## WHAT IS BEING ASKED
Your answer should hold every line of the records below that contains the string "worn".

╭─ RECORD EXCERPTS

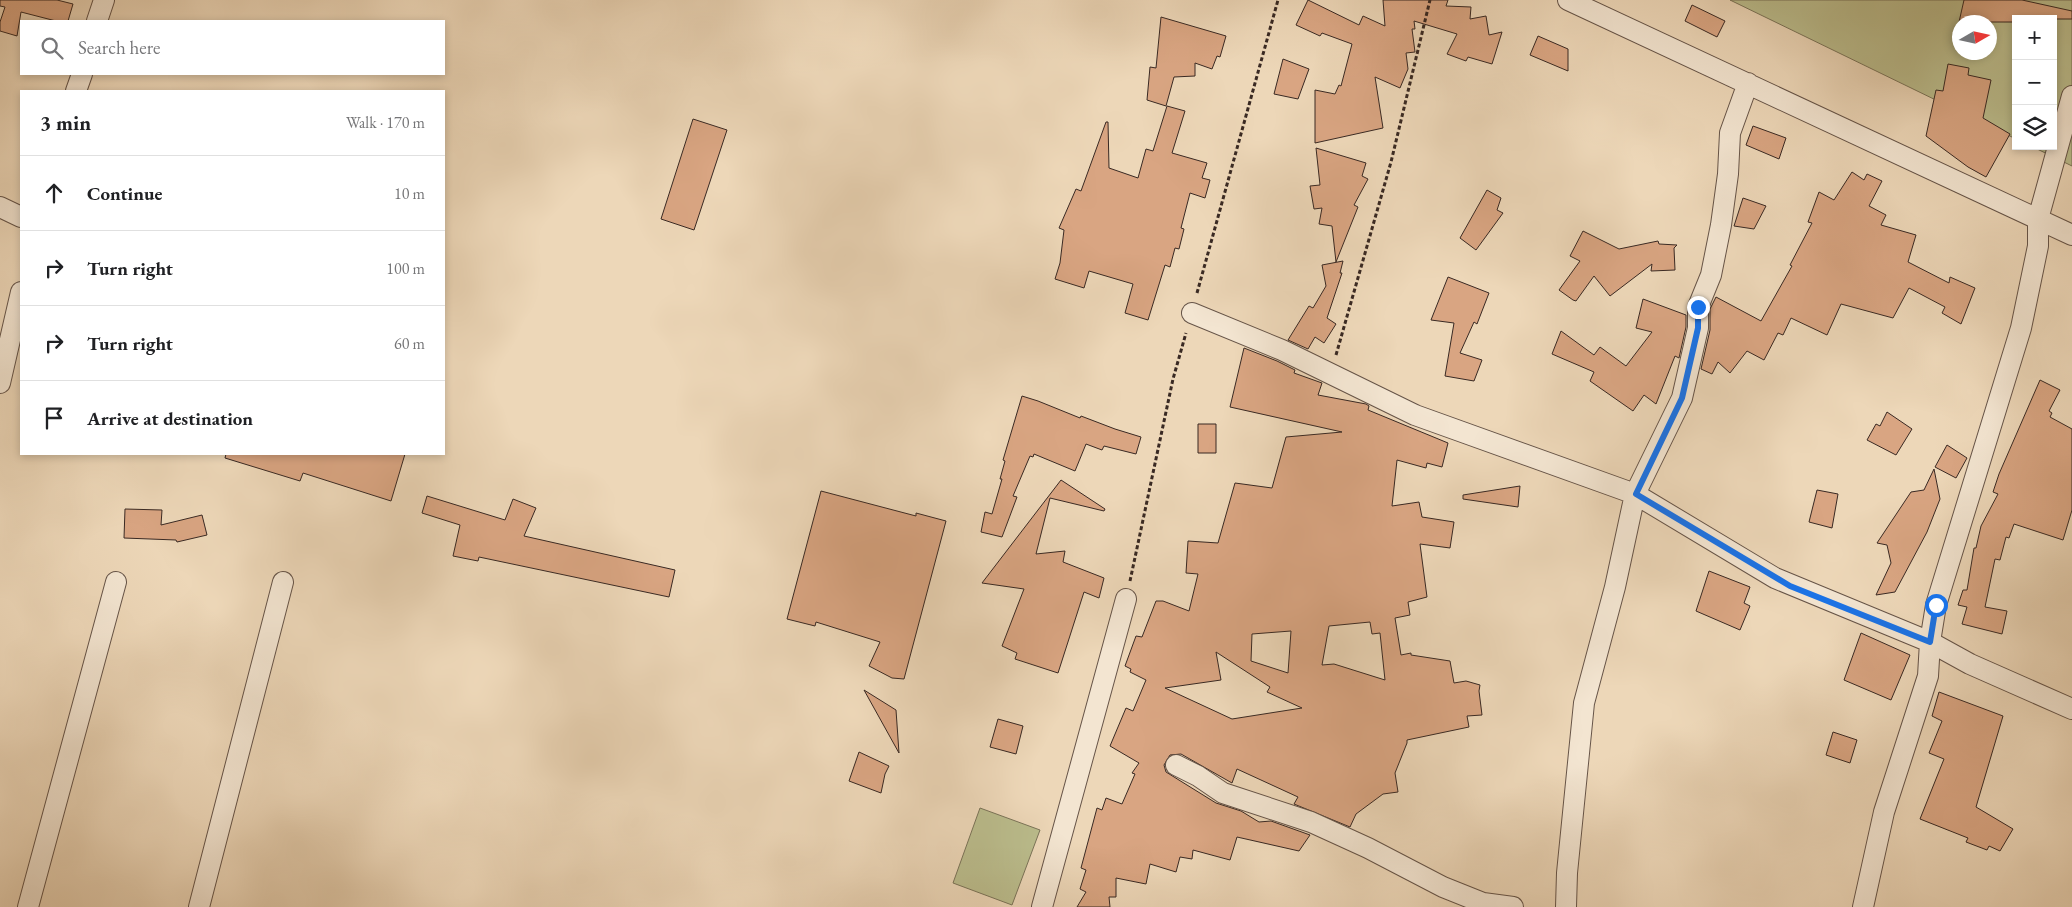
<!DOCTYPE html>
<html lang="en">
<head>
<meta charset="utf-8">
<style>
  :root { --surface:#fff; --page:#f2f2f2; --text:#202124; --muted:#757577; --line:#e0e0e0 }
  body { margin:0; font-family:"EB Garamond",serif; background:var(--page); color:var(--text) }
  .controls { position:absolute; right:15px; top:15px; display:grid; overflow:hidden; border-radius:0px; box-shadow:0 2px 8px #0003 }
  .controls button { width:45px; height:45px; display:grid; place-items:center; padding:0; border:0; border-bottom:1px solid var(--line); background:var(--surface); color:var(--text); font:25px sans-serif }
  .compass { position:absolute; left:1952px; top:15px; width:45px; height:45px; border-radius:50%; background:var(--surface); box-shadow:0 2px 8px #0003; rotate:81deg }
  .stop { position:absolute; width:15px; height:15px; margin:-11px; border:4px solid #1a73e8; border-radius:50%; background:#fff }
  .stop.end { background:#1a73e8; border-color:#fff; box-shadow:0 1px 5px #0008 }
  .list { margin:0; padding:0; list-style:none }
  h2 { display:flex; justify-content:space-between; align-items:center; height:65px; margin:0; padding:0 20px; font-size:21px }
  h2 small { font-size:16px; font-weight:400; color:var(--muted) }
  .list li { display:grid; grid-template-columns:32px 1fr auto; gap:15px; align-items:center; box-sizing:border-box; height:75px; padding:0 20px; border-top:1px solid var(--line) }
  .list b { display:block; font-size:19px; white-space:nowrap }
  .list em { font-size:16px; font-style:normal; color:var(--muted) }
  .icon { flex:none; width:28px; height:28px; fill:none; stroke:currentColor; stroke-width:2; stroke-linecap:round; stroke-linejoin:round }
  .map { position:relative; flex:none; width:2072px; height:907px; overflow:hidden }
  .search { position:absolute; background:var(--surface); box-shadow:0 2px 8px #0003; left:20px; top:20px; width:425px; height:55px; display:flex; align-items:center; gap:12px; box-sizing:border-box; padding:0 18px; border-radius:0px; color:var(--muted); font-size:19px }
  .panel { position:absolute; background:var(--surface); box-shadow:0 2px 8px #0003; left:20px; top:90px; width:425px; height:365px; border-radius:0px }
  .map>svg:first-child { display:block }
</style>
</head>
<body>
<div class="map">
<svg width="2072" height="907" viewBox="0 0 2072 907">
  <rect width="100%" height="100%" fill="#edd7b8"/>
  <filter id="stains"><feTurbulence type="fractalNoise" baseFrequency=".004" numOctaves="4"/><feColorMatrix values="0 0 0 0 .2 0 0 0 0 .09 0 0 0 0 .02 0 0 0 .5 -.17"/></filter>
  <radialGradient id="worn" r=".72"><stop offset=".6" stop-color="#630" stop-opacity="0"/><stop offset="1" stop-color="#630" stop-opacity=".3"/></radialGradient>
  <path fill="#bbbd8d" stroke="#7a7358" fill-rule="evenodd" d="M1730,0H2072V166L2031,146H2053V19H2016V139ZM1960,22H1990V52H1960Z
    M980,808L1040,830L1012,905L953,883Z"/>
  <path fill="#d9a582" stroke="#392923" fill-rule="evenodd" d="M0,0H57L73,4L68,21H56L21,12L17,36L0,31V22L5,7L0,6Z
    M1308,0L1359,25L1363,16L1385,26L1383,0H1448L1446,6L1471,7L1470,19L1486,16L1489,35L1502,32L1492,64L1468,57L1466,61L1447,54L1457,34L1414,21L1415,29H1412L1415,52L1406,53L1408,69L1400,88L1375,77L1383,128L1315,143V90L1335,94L1339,85L1341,86L1352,44L1322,33L1320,36L1296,25Z
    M1964,0H2022L2072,11V19H2016V22H1959Z
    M1692,5L1725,21L1717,37L1685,21Z
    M1161,17L1226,36L1220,57L1217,56L1212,69L1195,63V76L1174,77L1166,106L1147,100L1150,67L1156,68Z
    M1538,36L1568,49V71L1530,55Z
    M1283,59L1309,69L1298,99L1274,94Z
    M1948,64L1969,68L1968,75L1991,80L1983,118L2010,134L1986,177L1968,167L1926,136L1936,90L1943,91Z
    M1167,106L1185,111L1172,153L1207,163L1202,178L1210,180L1205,198L1190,193L1181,228L1184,229L1179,249L1175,248L1170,267L1165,265L1148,320L1125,313L1133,284L1089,271L1084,288L1055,279L1060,263L1064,230L1059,228L1076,189L1081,191L1106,122H1108L1109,168L1138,178L1146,149L1153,151Z
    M693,119L727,130L694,230L661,219Z
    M1753,126L1786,138L1779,159L1746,145Z
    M1316,148L1366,163L1362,176L1368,179L1354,205L1358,207L1336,262L1332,226L1319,224L1322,208L1314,209L1310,186L1320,185Z
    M1852,172L1864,180L1867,174L1882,181L1869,206L1886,215L1881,225L1916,235L1908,262L1949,283L1950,277L1975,288L1961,324L1942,313L1945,307L1909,288L1893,318L1841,304L1827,335L1791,318L1783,335L1778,333L1764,360L1747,351L1730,373L1718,362L1712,374L1701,369L1710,330V309L1716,297L1761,321L1792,266L1790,265L1812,223L1808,222L1819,192L1834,200Z
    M1487,190L1501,198L1497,210L1503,213L1476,250L1460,238Z
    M1743,198L1766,206L1754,229L1734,226Z
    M1583,231L1619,249L1658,241L1659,244L1677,245L1674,248L1675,270L1651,271L1652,264L1610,296L1594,276L1576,301L1573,300L1559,290L1580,261L1570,256Z
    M1343,261L1340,273H1342L1327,318L1336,324L1324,343L1315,337L1308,349L1288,340L1309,306L1313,308L1326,286L1322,265Z
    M1448,277L1489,293L1477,324L1474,322L1460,353L1482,360L1474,381L1445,376L1454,323L1431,320Z
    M1643,299L1686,315V327L1679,358L1675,356L1656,404L1644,395L1633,411L1590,381L1594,372L1552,354L1561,331L1594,355L1600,347L1626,366L1652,332L1636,328Z
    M1244,348L1277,361L1295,370L1294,373L1322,383L1318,395L1366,404L1369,406L1368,410L1448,443L1442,467L1427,463L1426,468L1397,460L1392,506L1419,502L1422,517L1454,522L1450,548L1420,544L1427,597L1408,602L1410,615L1395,618L1401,655L1411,653V655L1450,661L1454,683L1466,681L1480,685L1479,691L1482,715L1467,716L1469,727L1407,740V743L1395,773L1398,792L1383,794L1356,814L1350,827L1294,804L1298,797L1237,769L1232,783L1181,754L1170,755L1164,765L1166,772L1216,803L1241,811L1259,822L1271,821L1310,835L1299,851L1237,837L1230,860L1193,850L1192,859L1180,857L1176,872L1150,864L1146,884L1116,878V897H1109L1110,907H1077L1086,892L1080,889L1086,870L1081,868L1097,808L1102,810L1106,798L1122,804L1135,774L1132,773L1139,763L1110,746L1126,708L1133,711L1146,680L1130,672L1131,669L1125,666L1136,636L1142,637L1156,601H1163L1189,611L1198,574L1186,573L1188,541L1218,543L1235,483L1272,488L1286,437L1342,432L1230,407ZM1370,622L1372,634L1380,633L1385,680L1334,664L1322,665L1329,626ZM1291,631L1288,673L1251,661L1252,634ZM1216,652L1270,687L1267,692L1302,708L1232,719L1165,688L1221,680Z
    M2040,380L2060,390L2049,411L2052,413L2050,417L2072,429V510L2063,540L2014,524L2009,538L2006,537L2000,560L1995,559L1985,607L2007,611L2002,634L1962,624L1967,607L1958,605L1963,590H1967L1974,548H1976L1981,526L1998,494L1993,492L1999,474Z
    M1022,396L1038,401L1080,418L1081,416L1115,429L1141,437L1136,454L1104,446L1102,450L1086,444L1075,471L1034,454L1033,457L1030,456L1013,496L1017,497L1002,537L981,532L985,512L992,514L1002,479H1000L1005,461L1003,460Z
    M1887,412L1912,429L1896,455L1867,440L1876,424L1880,426Z
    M1198,424H1216V453H1198Z
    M1947,445L1967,458L1956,478L1935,467Z
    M226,454H405L391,501L303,473L300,481L225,458Z
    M1934,469L1940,499L1927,532L1895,592L1876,595L1891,563L1887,545L1877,543L1911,492L1924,490Z
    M1061,480L1105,509L1104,511L1050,498L1036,554L1065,551L1063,562L1104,578L1099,598L1084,592L1058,673L1015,659L1017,653L1002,646L1024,589L982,583Z
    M1520,486L1518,507L1463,499V495Z
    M1817,490L1838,494L1832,528L1809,522Z
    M821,491L916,516V513L946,521L904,679L892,678L869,666L880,642L816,622L815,626L787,619Z
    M427,496L505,520L513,499L536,508L524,536L675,570L669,597L479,557L478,561L453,556L460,525L422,513Z
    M125,509L162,510L161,525L202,515L207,535L177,542L176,540L124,538Z
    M1709,571L1750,587L1744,603L1750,606L1740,630L1696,611Z
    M1861,633L1910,655L1891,700L1844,680Z
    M864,690L896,710L899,753Z
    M1939,692L2003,716L1976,807L2013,829L2000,851L1989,846L1987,850L1966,842L1968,838L1920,819L1944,759L1929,753L1942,721L1932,716Z
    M998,719L1023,726L1016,754L990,747Z
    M1833,732L1857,740L1850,763L1826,755Z
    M859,752L889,766L885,774L881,793L849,781Z"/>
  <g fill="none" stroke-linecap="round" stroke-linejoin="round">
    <defs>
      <path id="minor" d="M1568,0L2072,235
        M97,21L104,0
        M76,91L82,74
        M2072,96L2038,219V246L2021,328L1936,605L1930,642L1970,664L2072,709
        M0,207L21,217
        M1192,313L1282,350L1415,415L1635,494L1775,578L1930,642L1928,676L1884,812L1863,907
        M0,383L21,292
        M1176,765L1198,776L1223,793L1311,822L1368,848L1443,887L1483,903L1513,907
        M28,907L116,582
        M199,907L283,582
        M1042,907L1126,599
        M1566,907L1567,873L1584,703L1615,587L1635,494L1682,398L1698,328V307L1711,275L1721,225L1728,174L1730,133L1748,83"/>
    </defs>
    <use href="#minor" stroke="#665448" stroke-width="22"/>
    <path stroke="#392923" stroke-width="3" stroke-dasharray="4 2.5" stroke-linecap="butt" d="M1197,293L1278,0
      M1336,355L1391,162L1430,0
      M1130,581L1173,379L1186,333"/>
    <use href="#minor" stroke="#f3e5d1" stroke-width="20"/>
  </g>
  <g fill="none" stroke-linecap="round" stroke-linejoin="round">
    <path stroke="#1a73e8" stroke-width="6" d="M1698,307V328L1682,398L1636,494L1790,586L1930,642L1936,605"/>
  </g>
  <rect width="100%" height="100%" filter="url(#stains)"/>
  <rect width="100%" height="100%" fill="url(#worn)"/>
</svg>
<div class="controls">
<button>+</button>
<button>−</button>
<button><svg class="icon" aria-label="layers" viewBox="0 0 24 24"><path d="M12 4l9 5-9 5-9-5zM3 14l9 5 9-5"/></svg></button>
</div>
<svg class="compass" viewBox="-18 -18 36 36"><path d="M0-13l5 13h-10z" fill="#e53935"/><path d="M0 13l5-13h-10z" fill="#757577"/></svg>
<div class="stop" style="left:1936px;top:605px"></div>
<div class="stop end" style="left:1698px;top:307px"></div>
<div class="search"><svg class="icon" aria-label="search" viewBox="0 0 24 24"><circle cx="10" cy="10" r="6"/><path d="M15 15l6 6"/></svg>Search here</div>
<section class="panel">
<h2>3 min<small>Walk · 170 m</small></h2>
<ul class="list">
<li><svg class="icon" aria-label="ahead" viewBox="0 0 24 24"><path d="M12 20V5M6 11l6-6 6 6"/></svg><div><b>Continue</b></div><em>10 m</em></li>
<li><svg class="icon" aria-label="right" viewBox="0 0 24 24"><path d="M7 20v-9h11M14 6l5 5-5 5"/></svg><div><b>Turn right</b></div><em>100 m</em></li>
<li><svg class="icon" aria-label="right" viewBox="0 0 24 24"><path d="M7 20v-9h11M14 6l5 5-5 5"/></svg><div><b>Turn right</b></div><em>60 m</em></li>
<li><svg class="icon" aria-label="arrive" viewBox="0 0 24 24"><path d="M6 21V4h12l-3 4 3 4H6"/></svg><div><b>Arrive at destination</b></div></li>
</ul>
</section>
</div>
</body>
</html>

╰─

## ANSWER SPACE
  <radialGradient id="worn" r=".72"><stop offset=".6" stop-color="#630" stop-opacity="0"/><stop offset="1" stop-color="#630" stop-opacity=".3"/></radialGradient>
  <rect width="100%" height="100%" fill="url(#worn)"/>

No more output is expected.